> Supplied material
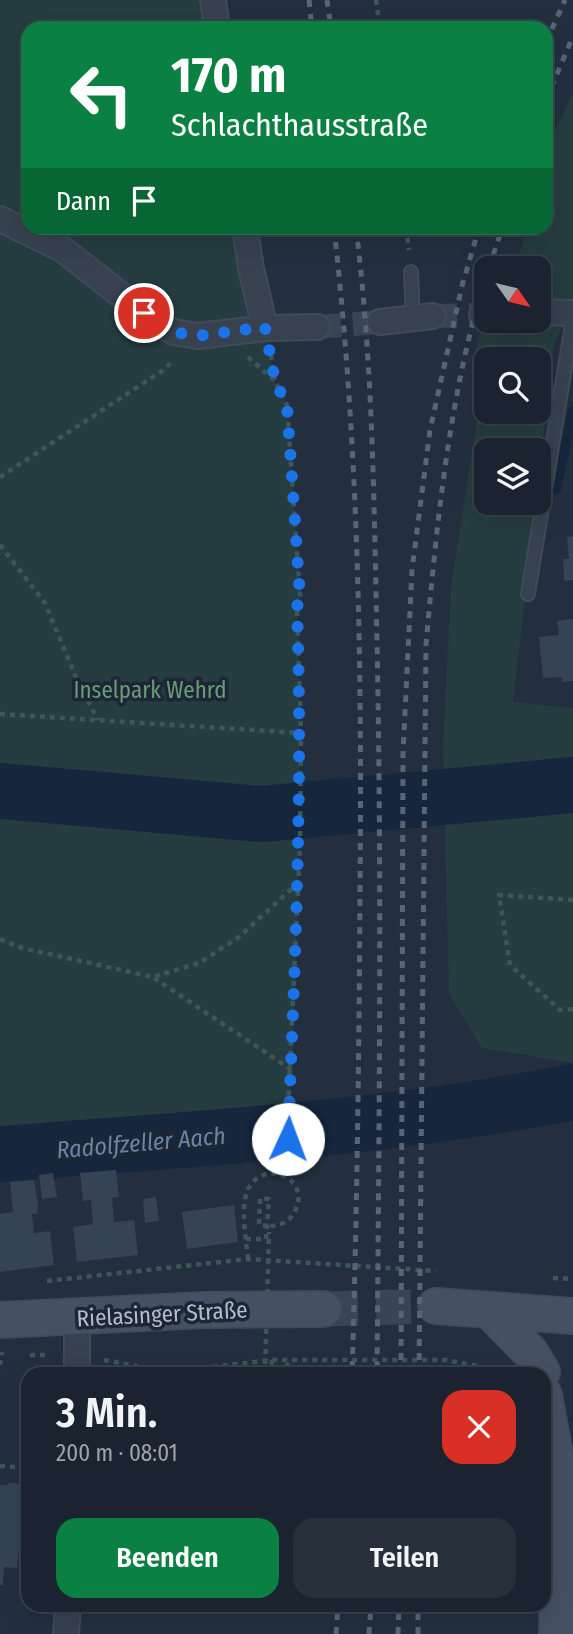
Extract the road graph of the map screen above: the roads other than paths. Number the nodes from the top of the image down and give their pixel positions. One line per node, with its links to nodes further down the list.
1 (213, 0): 2 (street)
2 (216, 21)
3 (0, 219): 4 (street)
4 (21, 229)
5 (34, 235): 12 (street)
6 (246, 235): 12 (street)
7 (411, 272): 10 (lane)
8 (551, 313): 9 (street)
9 (573, 315): 14 (lane)
10 (423, 317): 11 (street)
11 (380, 322)
12 (265, 327): 13 (street)
13 (317, 327)
14 (528, 594)
15 (436, 1306): 17 (main road)
16 (323, 1309): 18 (main road, Rielasinger Straße)
17 (489, 1310): 19 (main road); 22 (main road)
18 (77, 1318): 20 (main road, Rielasinger Straße); 21 (street)
19 (572, 1318): 23 (main road)
20 (0, 1320)
21 (77, 1365)
22 (537, 1367)
23 (549, 1367)
24 (551, 1428): 26 (main road)
25 (573, 1434): 26 (main road)
26 (560, 1482): 29 (main road)
27 (68, 1612): 28 (street)
28 (66, 1634)
29 (556, 1634)

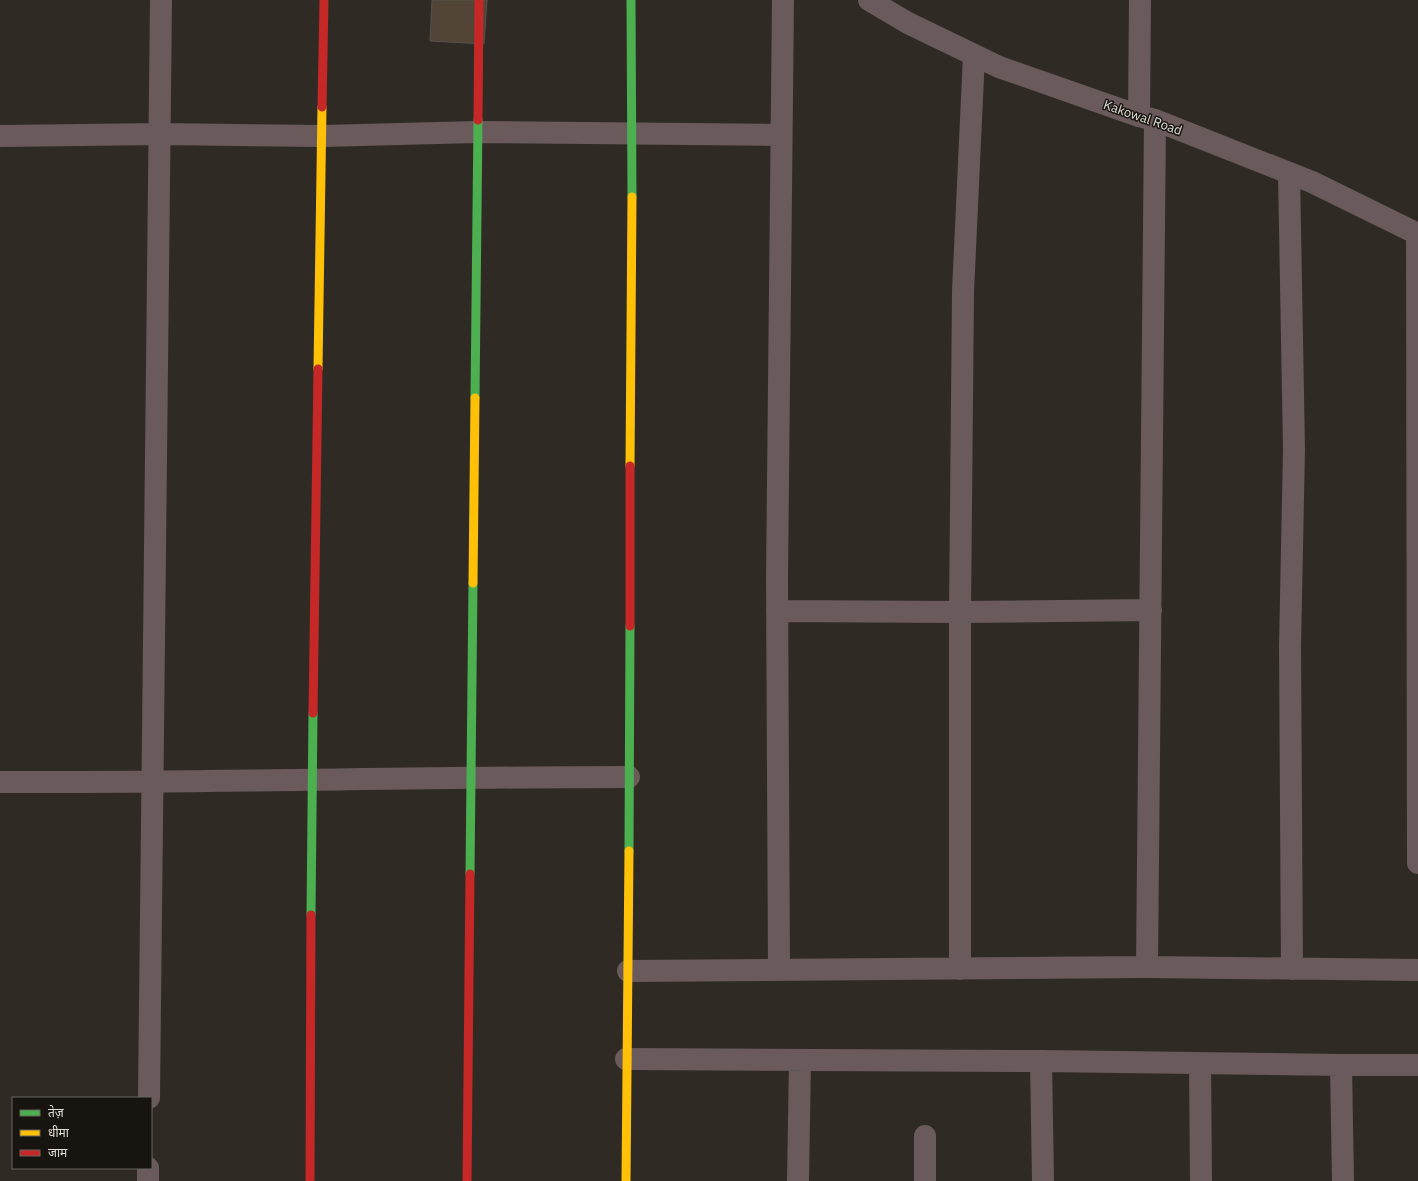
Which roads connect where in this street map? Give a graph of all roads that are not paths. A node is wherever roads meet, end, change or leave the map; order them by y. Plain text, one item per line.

> Task to carry out
Using the records above, output their complete text exactly, minus any images.

> Written response
Extract the road graph of the map screen above: the roads other than paths. Number the nodes from the top of the image down and give their pixel positions. One line per node, with its links to nodes further down the list.
1 (213, 0): 2 (street)
2 (216, 21)
3 (0, 219): 4 (street)
4 (21, 229)
5 (34, 235): 12 (street)
6 (246, 235): 12 (street)
7 (411, 272): 10 (lane)
8 (551, 313): 9 (street)
9 (573, 315): 14 (lane)
10 (423, 317): 11 (street)
11 (380, 322)
12 (265, 327): 13 (street)
13 (317, 327)
14 (528, 594)
15 (436, 1306): 17 (main road)
16 (323, 1309): 18 (main road, Rielasinger Straße)
17 (489, 1310): 19 (main road); 22 (main road)
18 (77, 1318): 20 (main road, Rielasinger Straße); 21 (street)
19 (572, 1318): 23 (main road)
20 (0, 1320)
21 (77, 1365)
22 (537, 1367)
23 (549, 1367)
24 (551, 1428): 26 (main road)
25 (573, 1434): 26 (main road)
26 (560, 1482): 29 (main road)
27 (68, 1612): 28 (street)
28 (66, 1634)
29 (556, 1634)

Which roads connect where in this street map? Give a graph of all roads that are not paths. A node is wherever roads meet, end, change or leave the map; order them by y. Plain text, one item per line.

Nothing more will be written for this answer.